> [EXERCISE INPUT]
[Start of Attachment]

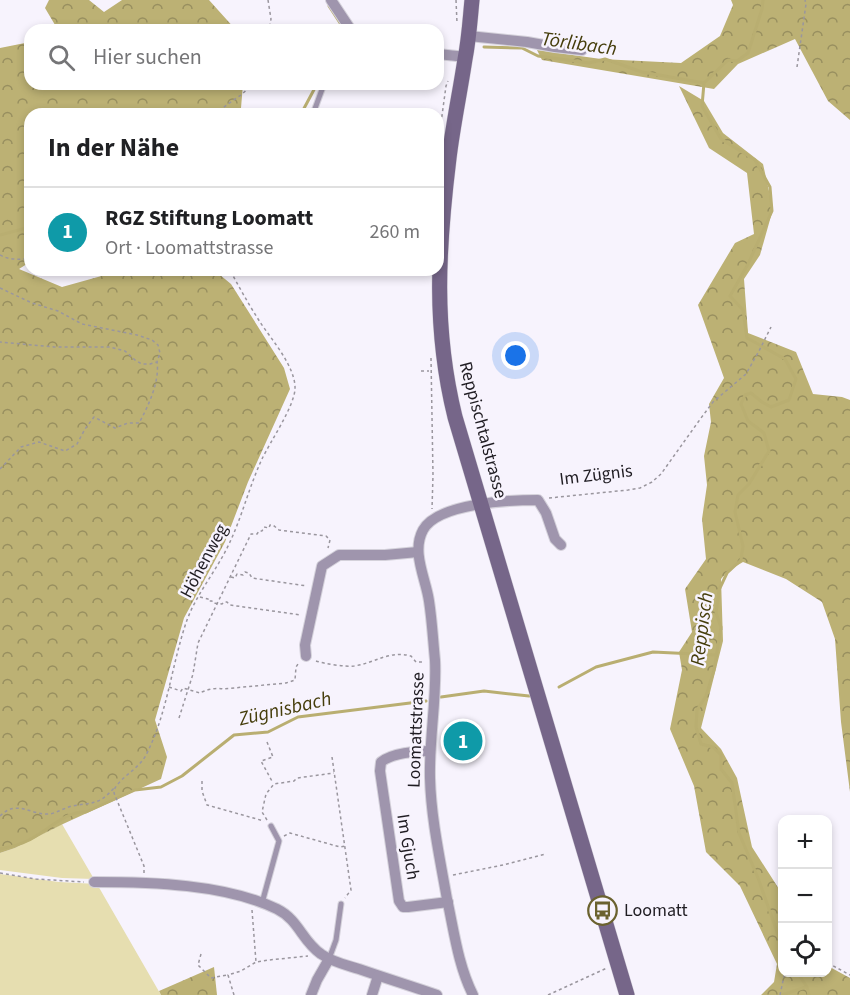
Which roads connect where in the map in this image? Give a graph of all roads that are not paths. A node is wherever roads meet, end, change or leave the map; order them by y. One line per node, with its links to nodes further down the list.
1 (331, 0): 3 (street)
2 (472, 0): 4 (main road, Reppischtalstrasse)
3 (347, 24)
4 (469, 36): 5 (street); 7 (main road, Reppischtalstrasse)
5 (582, 50)
6 (444, 55): 7 (street)
7 (466, 57): 10 (main road, Reppischtalstrasse)
8 (322, 90): 9 (lane)
9 (315, 108)
10 (444, 209)
11 (440, 276): 12 (main road, Reppischtalstrasse)
12 (482, 504): 13 (street, Im Zügnis); 14 (street); 28 (main road, Reppischtalstrasse)
13 (561, 545)
14 (418, 552): 15 (street); 16 (street, Loomattstrasse)
15 (306, 656)
16 (430, 751): 19 (street, Loomattstrasse); 19 (street, Im Gjuch)
17 (271, 826): 20 (lane)
18 (93, 882): 20 (street)
19 (448, 902): 24 (street, Loomattstrasse)
20 (262, 903): 22 (street)
21 (341, 903): 22 (lane)
22 (329, 959): 23 (street); 25 (street)
23 (378, 976): 26 (street); 27 (street)
24 (470, 994)
25 (311, 995)
26 (372, 995)
27 (437, 995)
28 (627, 995)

[End of Attachment]

> [WHAT TO DO] All of the material above needs to be restated exactly, with no pictures.

> [FINISHED EXERCISE]
Which roads connect where in the map in this image? Give a graph of all roads that are not paths. A node is wherever roads meet, end, change or leave the map; order them by y. One line per node, with its links to nodes further down the list.
1 (331, 0): 3 (street)
2 (472, 0): 4 (main road, Reppischtalstrasse)
3 (347, 24)
4 (469, 36): 5 (street); 7 (main road, Reppischtalstrasse)
5 (582, 50)
6 (444, 55): 7 (street)
7 (466, 57): 10 (main road, Reppischtalstrasse)
8 (322, 90): 9 (lane)
9 (315, 108)
10 (444, 209)
11 (440, 276): 12 (main road, Reppischtalstrasse)
12 (482, 504): 13 (street, Im Zügnis); 14 (street); 28 (main road, Reppischtalstrasse)
13 (561, 545)
14 (418, 552): 15 (street); 16 (street, Loomattstrasse)
15 (306, 656)
16 (430, 751): 19 (street, Loomattstrasse); 19 (street, Im Gjuch)
17 (271, 826): 20 (lane)
18 (93, 882): 20 (street)
19 (448, 902): 24 (street, Loomattstrasse)
20 (262, 903): 22 (street)
21 (341, 903): 22 (lane)
22 (329, 959): 23 (street); 25 (street)
23 (378, 976): 26 (street); 27 (street)
24 (470, 994)
25 (311, 995)
26 (372, 995)
27 (437, 995)
28 (627, 995)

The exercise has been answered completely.